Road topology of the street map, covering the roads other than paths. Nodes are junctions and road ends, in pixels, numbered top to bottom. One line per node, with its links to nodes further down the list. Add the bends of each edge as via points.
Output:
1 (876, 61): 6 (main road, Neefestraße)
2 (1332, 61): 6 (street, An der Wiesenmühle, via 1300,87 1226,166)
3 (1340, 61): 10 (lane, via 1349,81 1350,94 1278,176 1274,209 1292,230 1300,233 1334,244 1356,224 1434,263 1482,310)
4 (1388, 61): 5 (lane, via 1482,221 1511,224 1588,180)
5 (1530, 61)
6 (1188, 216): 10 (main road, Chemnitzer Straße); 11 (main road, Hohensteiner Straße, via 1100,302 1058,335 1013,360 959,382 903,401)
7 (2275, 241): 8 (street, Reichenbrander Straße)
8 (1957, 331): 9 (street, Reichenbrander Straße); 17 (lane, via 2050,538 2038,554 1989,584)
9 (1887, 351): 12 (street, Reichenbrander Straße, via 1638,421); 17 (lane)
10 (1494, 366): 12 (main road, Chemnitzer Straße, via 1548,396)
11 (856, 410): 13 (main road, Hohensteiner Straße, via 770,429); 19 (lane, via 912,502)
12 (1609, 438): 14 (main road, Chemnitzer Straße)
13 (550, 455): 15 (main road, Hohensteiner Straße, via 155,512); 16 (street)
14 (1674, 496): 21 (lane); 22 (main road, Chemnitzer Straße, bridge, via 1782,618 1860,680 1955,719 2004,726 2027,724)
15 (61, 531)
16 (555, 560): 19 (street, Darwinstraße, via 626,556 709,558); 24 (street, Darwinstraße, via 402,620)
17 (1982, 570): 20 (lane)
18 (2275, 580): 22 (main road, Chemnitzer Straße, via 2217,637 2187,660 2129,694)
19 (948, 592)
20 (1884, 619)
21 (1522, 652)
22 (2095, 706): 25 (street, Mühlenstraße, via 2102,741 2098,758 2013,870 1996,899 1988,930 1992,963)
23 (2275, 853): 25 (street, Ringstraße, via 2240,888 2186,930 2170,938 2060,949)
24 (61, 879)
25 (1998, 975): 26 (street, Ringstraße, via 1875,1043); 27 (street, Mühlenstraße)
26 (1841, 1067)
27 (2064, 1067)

···

» **EXERCISE INSTRUCTIONS**
A line qualifies when it holds the word "main"; report all qualifying lines from the records above.

» **RESPONSE TO THE TASK**
1 (876, 61): 6 (main road, Neefestraße)
6 (1188, 216): 10 (main road, Chemnitzer Straße); 11 (main road, Hohensteiner Straße, via 1100,302 1058,335 1013,360 959,382 903,401)
10 (1494, 366): 12 (main road, Chemnitzer Straße, via 1548,396)
11 (856, 410): 13 (main road, Hohensteiner Straße, via 770,429); 19 (lane, via 912,502)
12 (1609, 438): 14 (main road, Chemnitzer Straße)
13 (550, 455): 15 (main road, Hohensteiner Straße, via 155,512); 16 (street)
14 (1674, 496): 21 (lane); 22 (main road, Chemnitzer Straße, bridge, via 1782,618 1860,680 1955,719 2004,726 2027,724)
18 (2275, 580): 22 (main road, Chemnitzer Straße, via 2217,637 2187,660 2129,694)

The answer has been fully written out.